Fresh Sauteed Spinach
2 lbs. fresh spinach
salt and pepper to taste

Heat saut' pan on medium heat. Add fresh spinach and 2 Tbsp. of water or chicken stock to pan. Saute for three minutes turning to lightly cook. Season with salt and pepper to taste.

Presentation
Place warm spinach on plate creating a bed for the salmon. Place salmon on top of spinach. Place wild rice on opposite side of plate for contrast.

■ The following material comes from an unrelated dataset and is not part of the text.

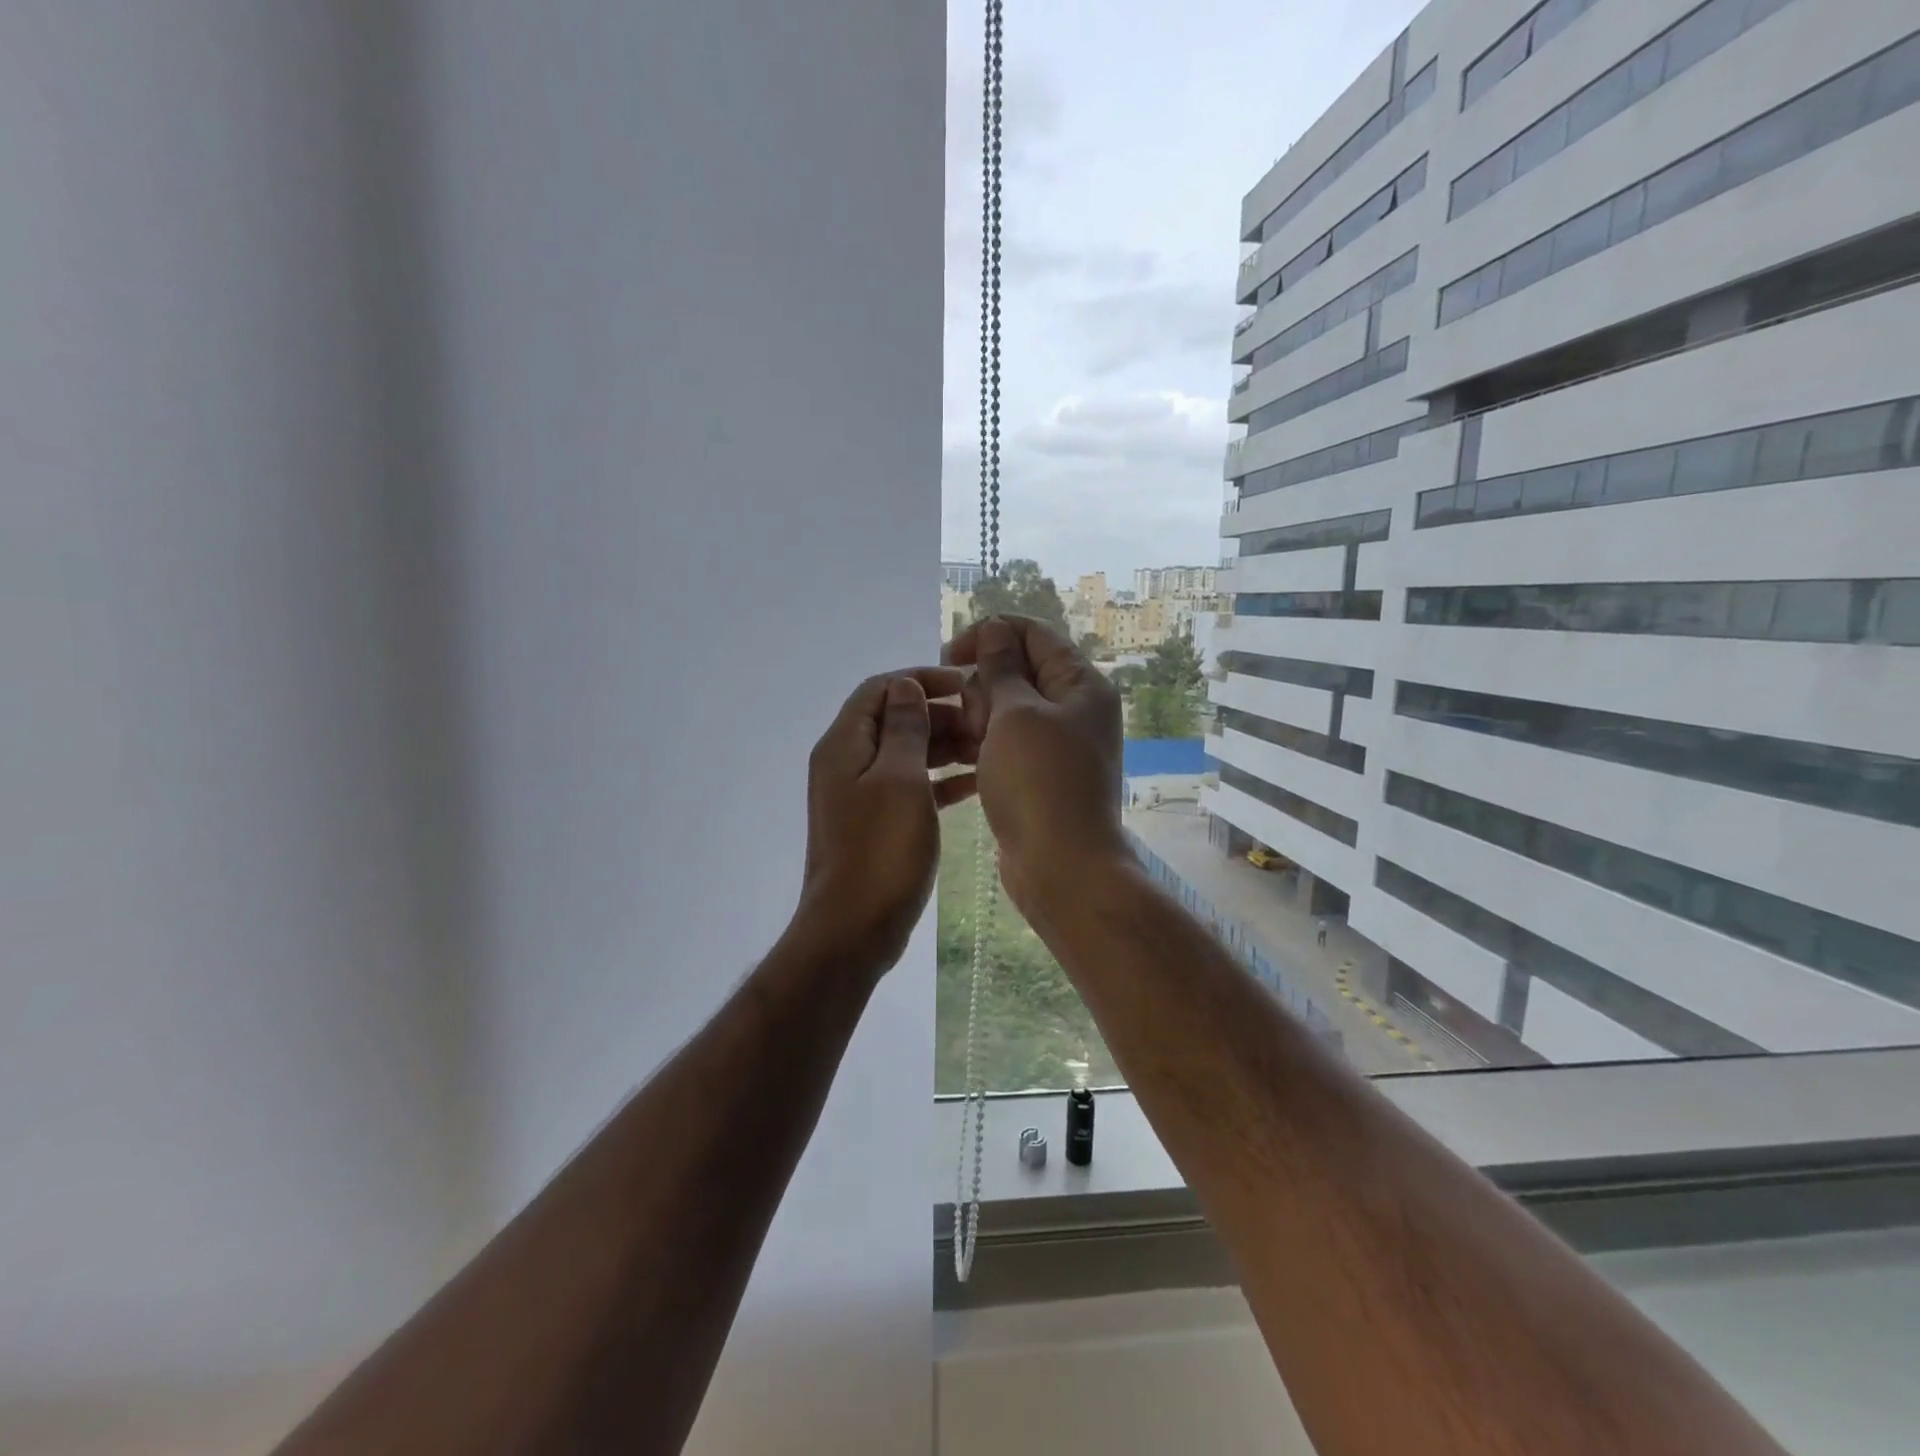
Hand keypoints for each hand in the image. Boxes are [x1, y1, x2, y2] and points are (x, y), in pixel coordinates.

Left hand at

Sprinkle small amount of paprika around rim of plate to create restaurant-style presentation.


Dessert

Yogurt and Seasonal Berry Parfait
1 quart plain yogurt
2 pints raspberries
2 pints blueberries

Place small amount of berries in bottom of wine or parfait glass. Layer with yogurt, using berries on outside of outer rim of each layer to create parfait effect. Continue process until six ounces and three layers are created. Refrigerate.